Record extracts:
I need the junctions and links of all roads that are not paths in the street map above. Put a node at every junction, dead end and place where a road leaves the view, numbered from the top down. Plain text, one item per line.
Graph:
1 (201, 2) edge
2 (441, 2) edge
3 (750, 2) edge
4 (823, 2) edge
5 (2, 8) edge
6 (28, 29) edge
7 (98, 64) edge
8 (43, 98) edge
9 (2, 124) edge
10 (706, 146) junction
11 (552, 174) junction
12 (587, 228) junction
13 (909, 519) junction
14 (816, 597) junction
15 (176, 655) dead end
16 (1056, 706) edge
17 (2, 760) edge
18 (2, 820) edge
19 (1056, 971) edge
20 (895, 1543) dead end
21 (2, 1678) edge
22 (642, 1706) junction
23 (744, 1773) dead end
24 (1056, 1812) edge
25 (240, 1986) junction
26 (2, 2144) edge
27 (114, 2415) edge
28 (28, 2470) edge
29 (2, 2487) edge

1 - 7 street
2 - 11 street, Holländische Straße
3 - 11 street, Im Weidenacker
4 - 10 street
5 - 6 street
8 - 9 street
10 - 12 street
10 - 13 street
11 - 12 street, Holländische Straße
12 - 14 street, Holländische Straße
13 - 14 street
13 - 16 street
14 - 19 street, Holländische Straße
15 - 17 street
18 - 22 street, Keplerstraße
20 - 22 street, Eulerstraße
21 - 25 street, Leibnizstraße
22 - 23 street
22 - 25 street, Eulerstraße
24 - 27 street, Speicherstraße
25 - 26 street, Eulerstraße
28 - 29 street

What is being asked:
Every record above should be written out exactly.

Solution to this task:
I need the junctions and links of all roads that are not paths in the street map above. Put a node at every junction, dead end and place where a road leaves the view, numbered from the top down. Plain text, one item per line.
Graph:
1 (201, 2) edge
2 (441, 2) edge
3 (750, 2) edge
4 (823, 2) edge
5 (2, 8) edge
6 (28, 29) edge
7 (98, 64) edge
8 (43, 98) edge
9 (2, 124) edge
10 (706, 146) junction
11 (552, 174) junction
12 (587, 228) junction
13 (909, 519) junction
14 (816, 597) junction
15 (176, 655) dead end
16 (1056, 706) edge
17 (2, 760) edge
18 (2, 820) edge
19 (1056, 971) edge
20 (895, 1543) dead end
21 (2, 1678) edge
22 (642, 1706) junction
23 (744, 1773) dead end
24 (1056, 1812) edge
25 (240, 1986) junction
26 (2, 2144) edge
27 (114, 2415) edge
28 (28, 2470) edge
29 (2, 2487) edge

1 - 7 street
2 - 11 street, Holländische Straße
3 - 11 street, Im Weidenacker
4 - 10 street
5 - 6 street
8 - 9 street
10 - 12 street
10 - 13 street
11 - 12 street, Holländische Straße
12 - 14 street, Holländische Straße
13 - 14 street
13 - 16 street
14 - 19 street, Holländische Straße
15 - 17 street
18 - 22 street, Keplerstraße
20 - 22 street, Eulerstraße
21 - 25 street, Leibnizstraße
22 - 23 street
22 - 25 street, Eulerstraße
24 - 27 street, Speicherstraße
25 - 26 street, Eulerstraße
28 - 29 street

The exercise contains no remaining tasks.